- _Prompt_: Entries follow. Return each line that contains the word "Erzherzog".

- _Working data_:
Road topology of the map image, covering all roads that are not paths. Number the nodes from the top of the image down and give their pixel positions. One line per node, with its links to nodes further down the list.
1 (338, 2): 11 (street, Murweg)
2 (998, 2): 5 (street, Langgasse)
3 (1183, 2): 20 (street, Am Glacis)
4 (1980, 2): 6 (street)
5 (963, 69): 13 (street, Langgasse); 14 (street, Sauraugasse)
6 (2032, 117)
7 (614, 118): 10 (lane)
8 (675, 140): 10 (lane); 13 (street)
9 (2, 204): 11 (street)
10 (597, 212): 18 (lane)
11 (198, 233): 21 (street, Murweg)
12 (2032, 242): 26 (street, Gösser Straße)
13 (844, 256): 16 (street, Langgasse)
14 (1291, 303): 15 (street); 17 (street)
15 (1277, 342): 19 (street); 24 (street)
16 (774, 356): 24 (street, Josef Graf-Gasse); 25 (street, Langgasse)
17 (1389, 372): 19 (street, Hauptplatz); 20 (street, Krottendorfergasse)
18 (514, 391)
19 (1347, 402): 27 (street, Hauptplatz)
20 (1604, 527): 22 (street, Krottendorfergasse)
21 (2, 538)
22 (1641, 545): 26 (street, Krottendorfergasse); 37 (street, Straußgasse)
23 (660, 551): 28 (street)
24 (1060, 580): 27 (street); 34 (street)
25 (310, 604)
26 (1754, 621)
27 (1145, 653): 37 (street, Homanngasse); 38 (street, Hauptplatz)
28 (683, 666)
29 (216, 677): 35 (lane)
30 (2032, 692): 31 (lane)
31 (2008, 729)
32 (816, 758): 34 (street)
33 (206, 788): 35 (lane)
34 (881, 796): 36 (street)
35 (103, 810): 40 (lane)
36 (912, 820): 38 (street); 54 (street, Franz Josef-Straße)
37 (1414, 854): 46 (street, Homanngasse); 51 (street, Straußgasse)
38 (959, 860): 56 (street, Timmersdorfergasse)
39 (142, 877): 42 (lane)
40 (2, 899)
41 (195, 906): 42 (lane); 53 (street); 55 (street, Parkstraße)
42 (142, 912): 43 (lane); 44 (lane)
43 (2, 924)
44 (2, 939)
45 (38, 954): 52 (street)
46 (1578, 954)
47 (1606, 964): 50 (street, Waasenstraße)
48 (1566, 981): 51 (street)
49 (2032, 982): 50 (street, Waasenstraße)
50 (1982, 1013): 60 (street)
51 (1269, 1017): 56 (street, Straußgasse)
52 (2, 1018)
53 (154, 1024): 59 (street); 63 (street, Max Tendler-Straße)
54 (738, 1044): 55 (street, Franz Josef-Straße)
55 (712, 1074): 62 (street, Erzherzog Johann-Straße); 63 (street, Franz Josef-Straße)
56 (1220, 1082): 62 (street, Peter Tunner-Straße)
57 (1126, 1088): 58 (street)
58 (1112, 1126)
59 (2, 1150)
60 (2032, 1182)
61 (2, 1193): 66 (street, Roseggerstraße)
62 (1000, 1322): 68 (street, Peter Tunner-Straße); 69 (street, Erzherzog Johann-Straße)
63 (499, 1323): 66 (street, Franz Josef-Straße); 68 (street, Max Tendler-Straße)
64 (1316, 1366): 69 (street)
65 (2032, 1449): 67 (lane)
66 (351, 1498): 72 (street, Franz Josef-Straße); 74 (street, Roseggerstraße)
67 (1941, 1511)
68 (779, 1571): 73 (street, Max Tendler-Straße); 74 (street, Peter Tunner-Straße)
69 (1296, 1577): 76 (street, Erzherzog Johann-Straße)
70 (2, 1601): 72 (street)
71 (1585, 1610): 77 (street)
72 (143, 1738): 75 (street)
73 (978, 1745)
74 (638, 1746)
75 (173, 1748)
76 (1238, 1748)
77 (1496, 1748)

- _Response to this exercise_:
55 (712, 1074): 62 (street, Erzherzog Johann-Straße); 63 (street, Franz Josef-Straße)
62 (1000, 1322): 68 (street, Peter Tunner-Straße); 69 (street, Erzherzog Johann-Straße)
69 (1296, 1577): 76 (street, Erzherzog Johann-Straße)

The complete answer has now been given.